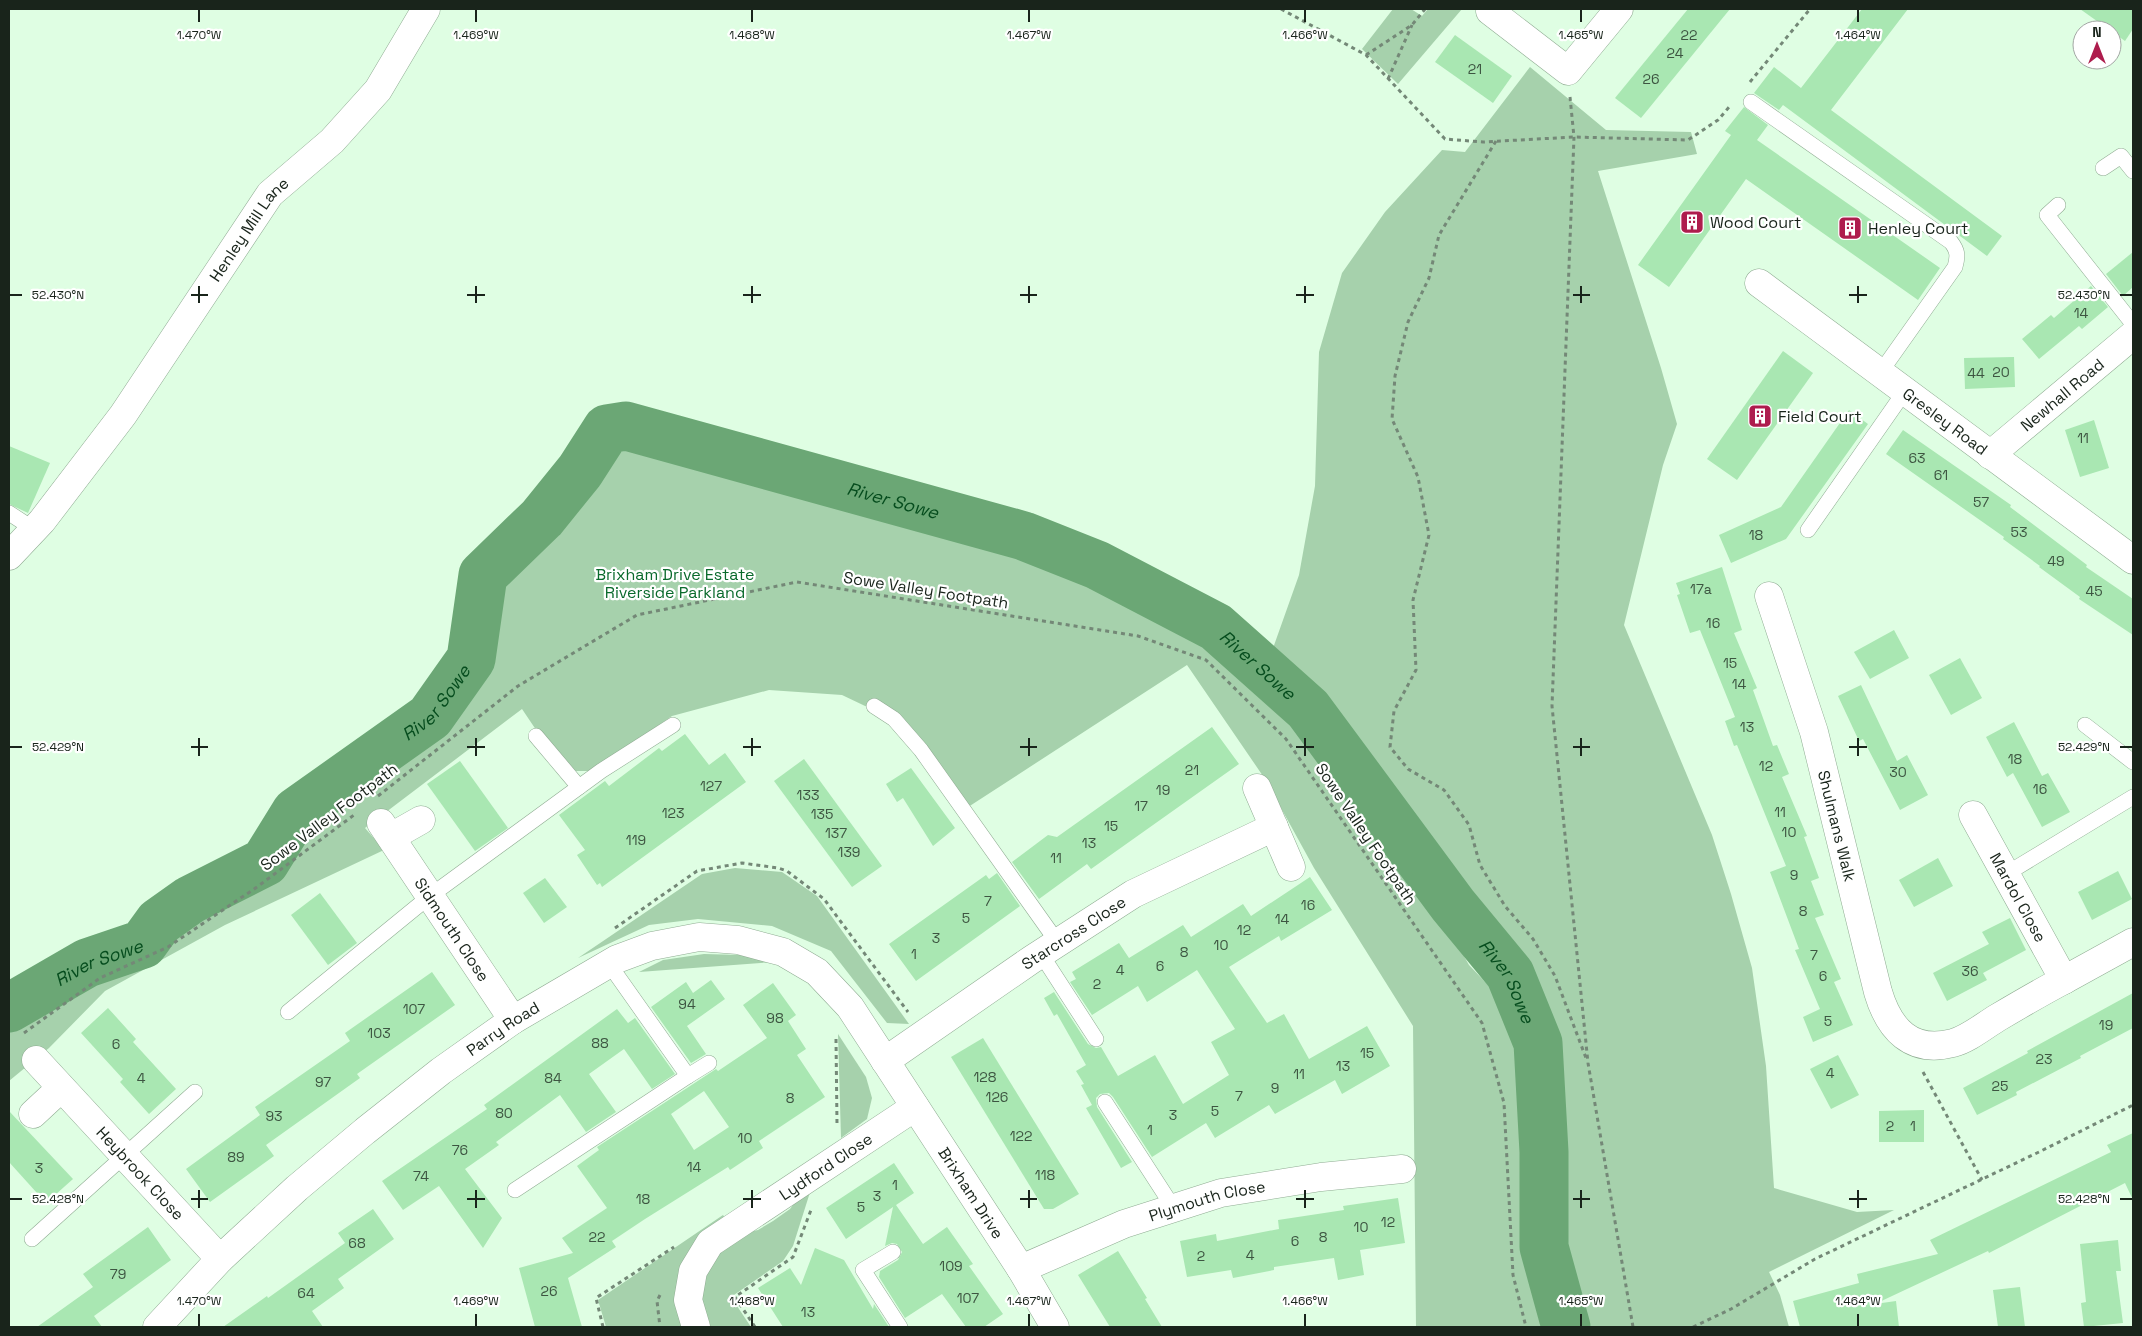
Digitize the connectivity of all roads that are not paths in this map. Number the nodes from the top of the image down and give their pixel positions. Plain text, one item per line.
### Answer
------------------------------------------------
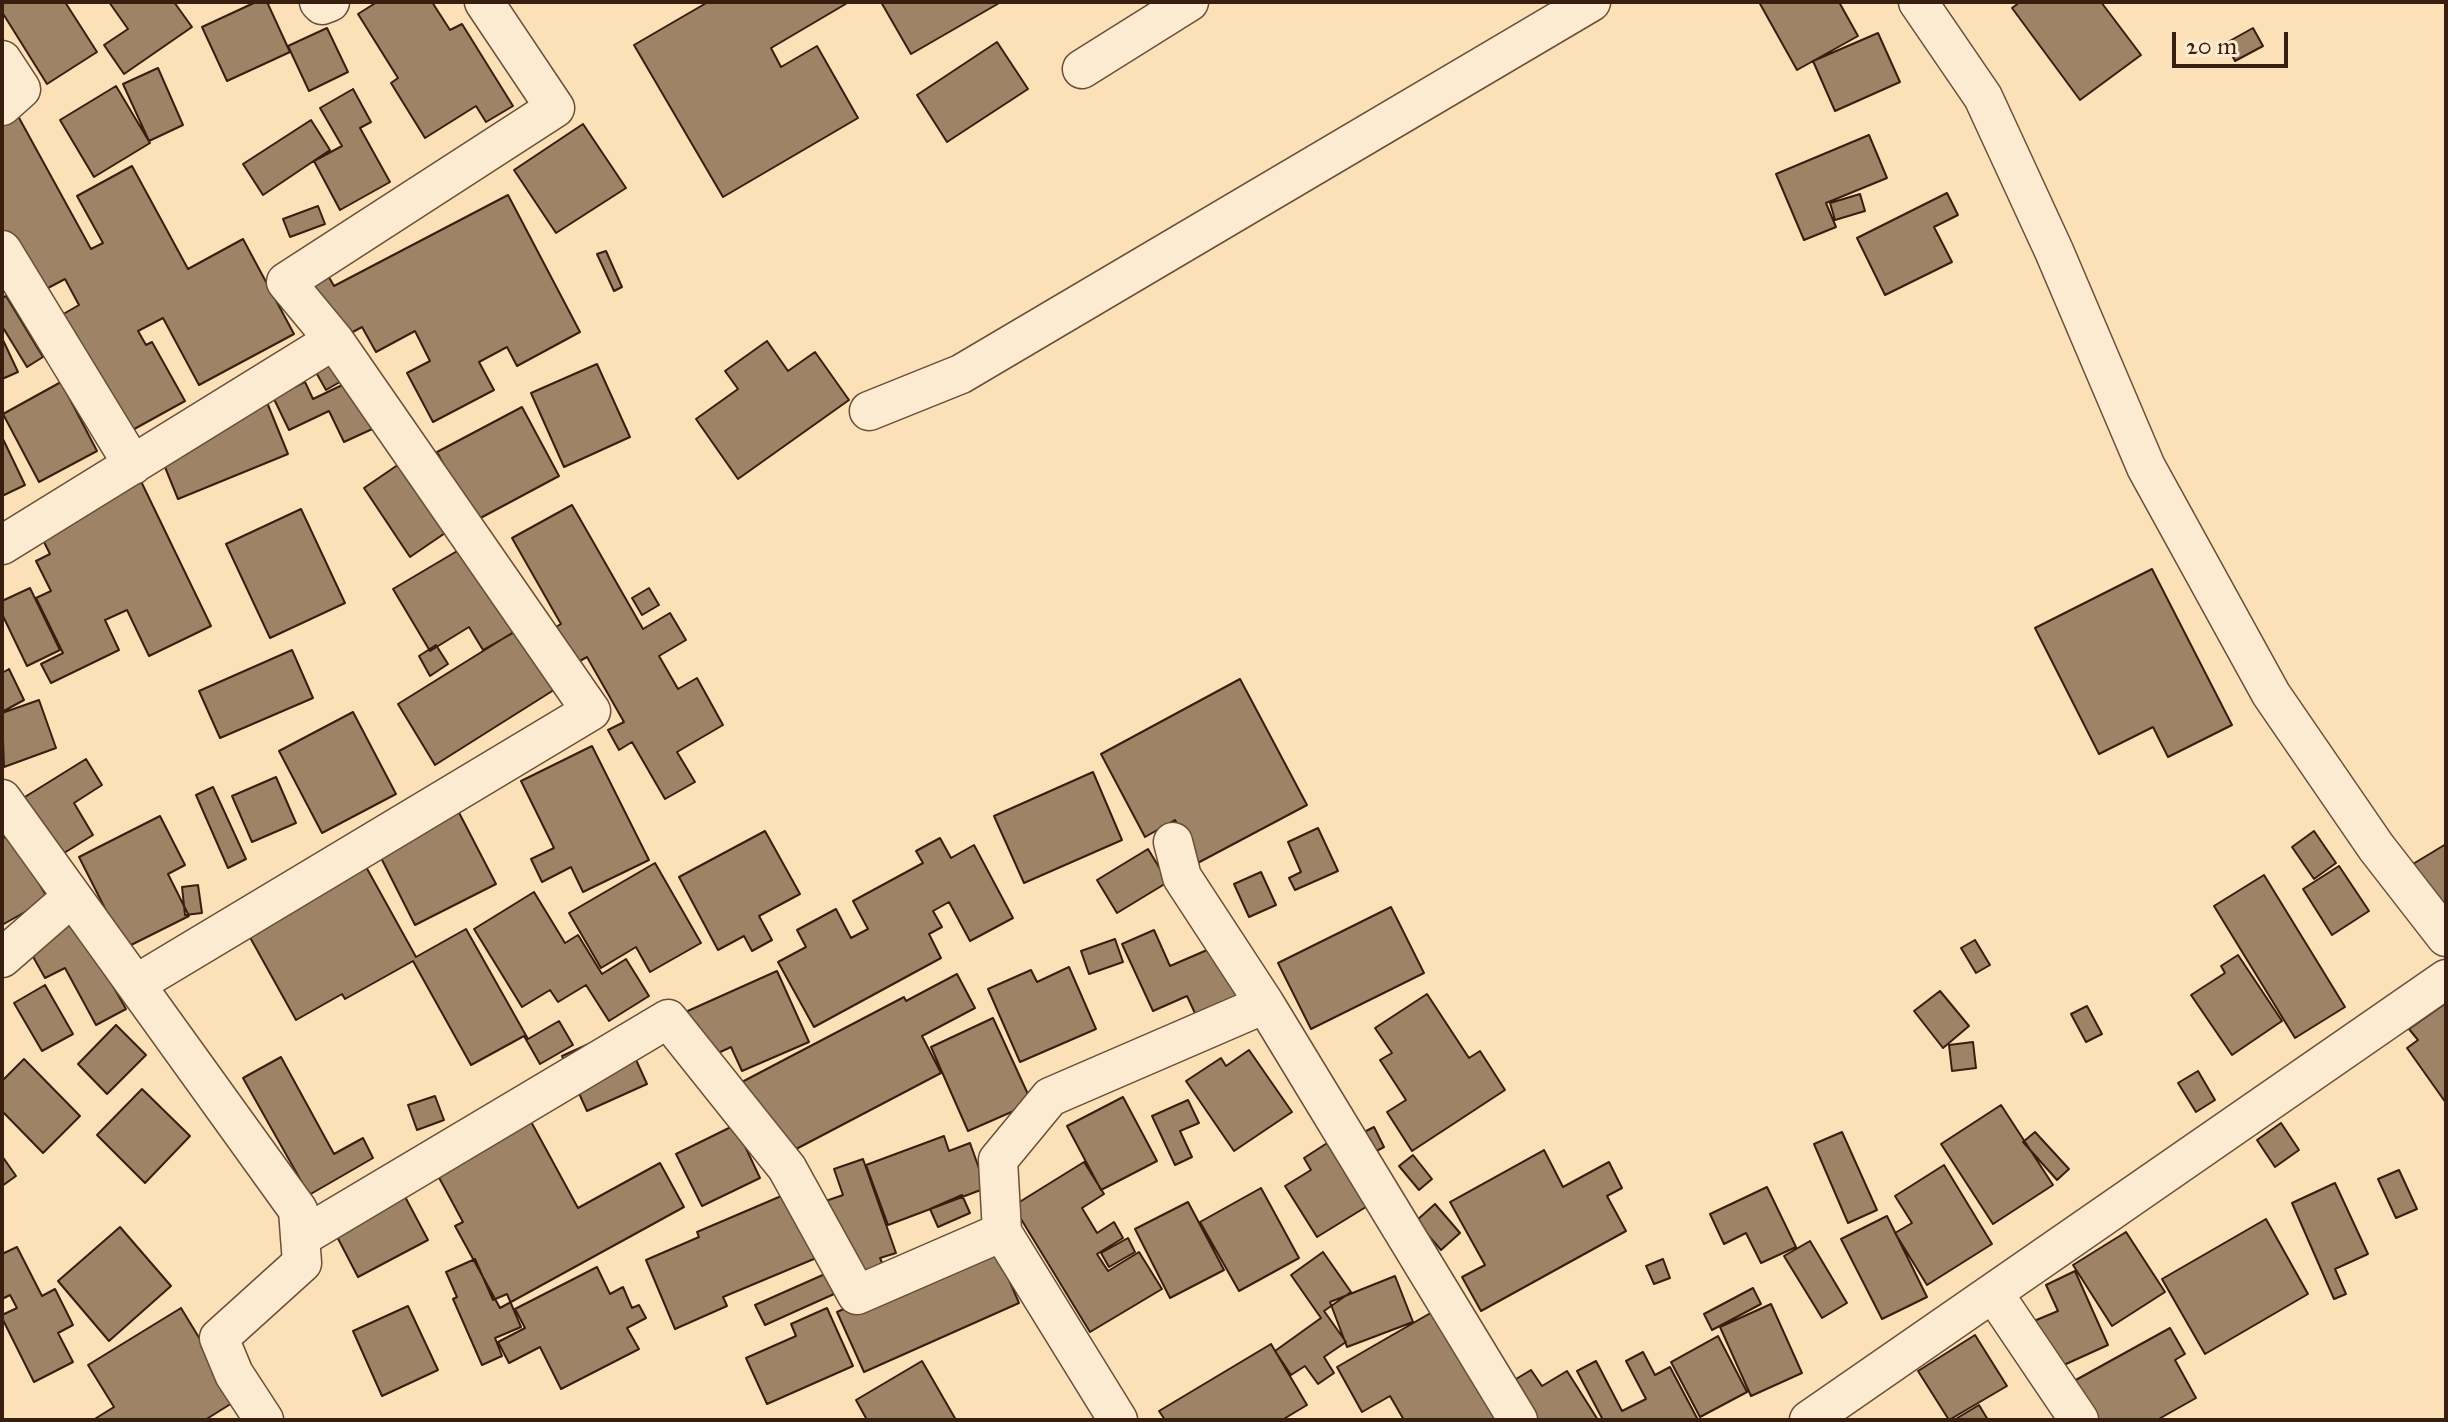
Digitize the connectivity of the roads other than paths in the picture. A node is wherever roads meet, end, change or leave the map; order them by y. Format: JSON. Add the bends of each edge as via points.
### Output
------------------------------------------------
- **Assignment**:
All lines of the material that contain the word "roads" should be listed.

- **Exercise response**:
Digitize the connectivity of all roads that are not paths in this map. Number the nodes from the top of the image down and give their pixel positions. Plain text, one item per line.
Digitize the connectivity of the roads other than paths in the picture. A node is wherever roads meet, end, change or leave the map; order them by y. Format: JSON. Add the bends of each edge as via points.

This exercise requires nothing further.